J’en dis un mot en rapport avec les épisodes du moment. Puis je parle du bombardement de la Syrie par l’aviation de notre pays sur l’ordre de François Hollande. Et enfin, pour cette fois-ci, un mot sur ce que la nomination du prochain gouverneur de la banque de France veut dire et montre…

L'Ère du peuple, deuxième version

Il est davantage que d’autres de mes livres. Il est déjà paru en septembre 2014. Je l’ai écrit pendu aux attentes des nouvelles de la santé de François Delapierre, quand on ne savait pas encore si son mal était mortel ou pas. J’avais prévu de le relire avec lui. Cela ne s’est pas fait. Il s’est quand même déjà très bien vendu en dépit de ses nombreux défauts et notamment celui de n’être pas toujours très fluide à la lecture ! L’édition de poche est prévue pour février prochain. J’avais décidé de reprendre sérieusement la rédaction pour alléger le style et simplifier mon exposé. Ce livre est en effet pour moi une sorte de manifeste qui présente la révolution citoyenne et l’Écosocialisme à partir des réalités nouvelles du monde. Une terrible contrainte de longueur maximum pesait sur moi si je voulais que le prix reste au niveau modeste que j’ai demandé.
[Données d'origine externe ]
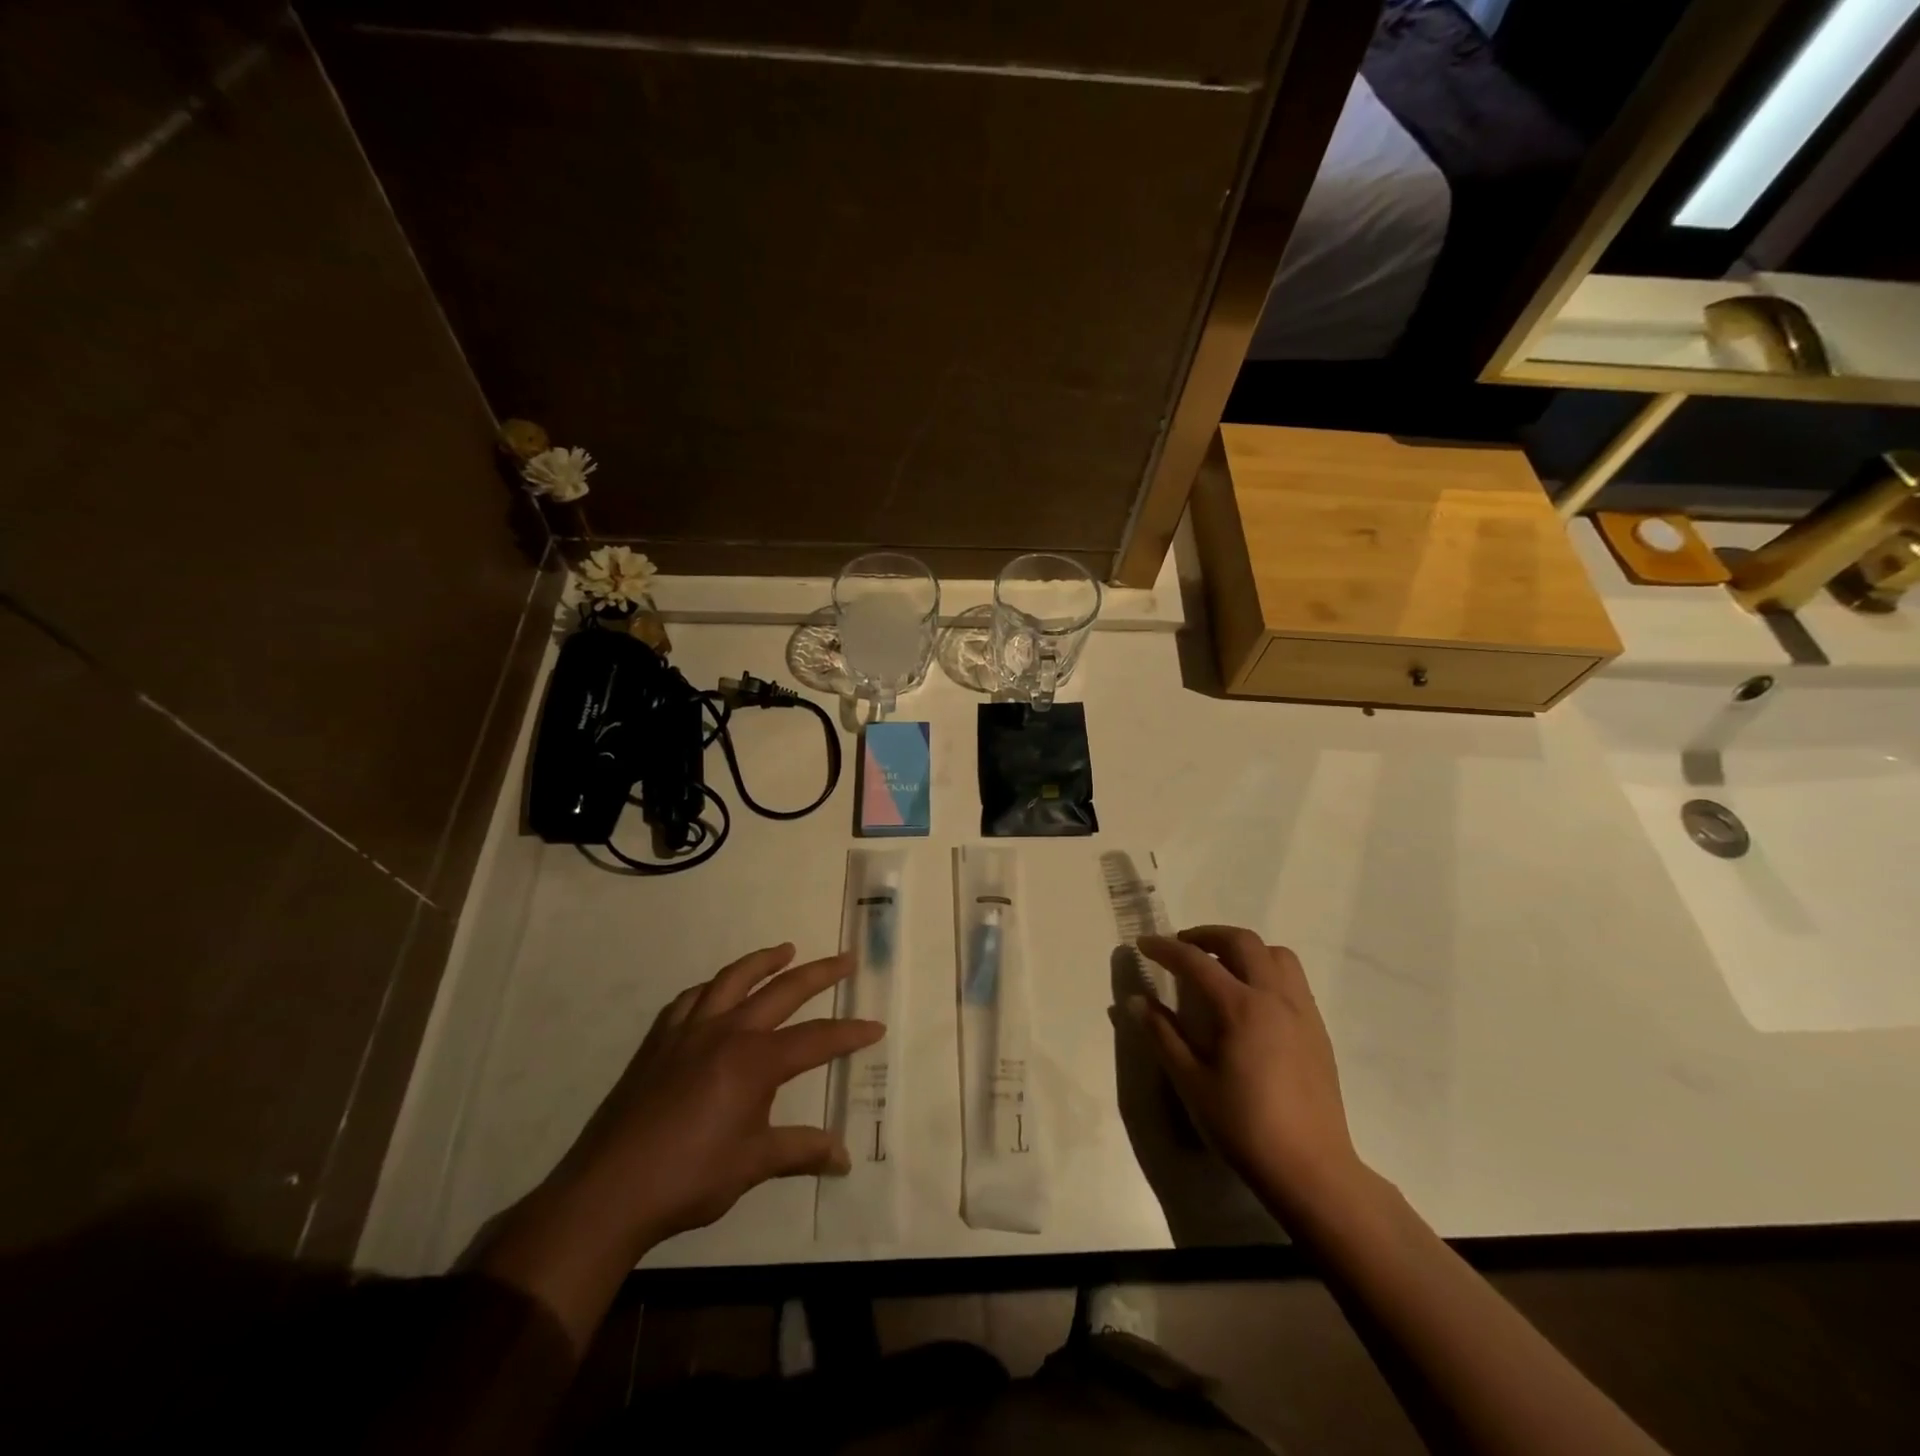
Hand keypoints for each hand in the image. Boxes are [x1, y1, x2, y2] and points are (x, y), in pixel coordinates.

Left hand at [479, 944, 881, 1348]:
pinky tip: (716, 991)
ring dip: (763, 961)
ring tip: (785, 950)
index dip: (849, 1033)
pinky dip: (711, 988)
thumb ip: (801, 1151)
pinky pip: (690, 1000)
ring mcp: (689, 1031)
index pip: (816, 1039)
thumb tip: (844, 1157)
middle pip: (783, 990)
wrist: (609, 1190)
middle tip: (844, 959)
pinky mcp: (658, 1041)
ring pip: (733, 980)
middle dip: (819, 973)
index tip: (876, 1026)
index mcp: (755, 1061)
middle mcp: (727, 1032)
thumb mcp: (754, 1164)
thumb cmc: (690, 1177)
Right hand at [1133, 927, 1364, 1220]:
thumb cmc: (1244, 1126)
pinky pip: (1293, 980)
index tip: (1143, 944)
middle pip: (1243, 942)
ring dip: (1244, 949)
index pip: (1196, 961)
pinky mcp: (1317, 1030)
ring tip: (1221, 966)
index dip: (1166, 949)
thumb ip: (1163, 1035)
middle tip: (1182, 948)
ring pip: (1276, 955)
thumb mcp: (1191, 1082)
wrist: (1311, 1170)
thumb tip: (1137, 1001)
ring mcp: (1302, 1012)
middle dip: (1208, 935)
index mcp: (1241, 1007)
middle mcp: (1275, 997)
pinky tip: (1251, 1000)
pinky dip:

J’ai déjà prolongé le travail de recherche autour des thèmes du livre. On en trouve le résultat sur ce blog dans les « bonus » de « L'Ère du peuple ». Mais je voudrais éviter d’en faire un livre trop « théorique ». Mon projet est de présenter dans un même texte de façon aussi ramassée que possible les liens qui unissent divers aspects majeurs, selon moi, de la réalité nouvelle de notre monde, souvent rendus invisibles peut-être du fait que nous y sommes déjà très immergés. En fait, le livre peut fonctionner comme un outil de prise de conscience pour ceux qui cherchent une grille de lecture globale et documentée sur leur époque. C’est le but en tous cas. Pour rester plus concentré sur cet objectif, j’ai décidé d’élaguer du texte tout ce qui concerne le bilan de François Hollande car il me semble que la cause est entendue et que je perds de la place pour rien.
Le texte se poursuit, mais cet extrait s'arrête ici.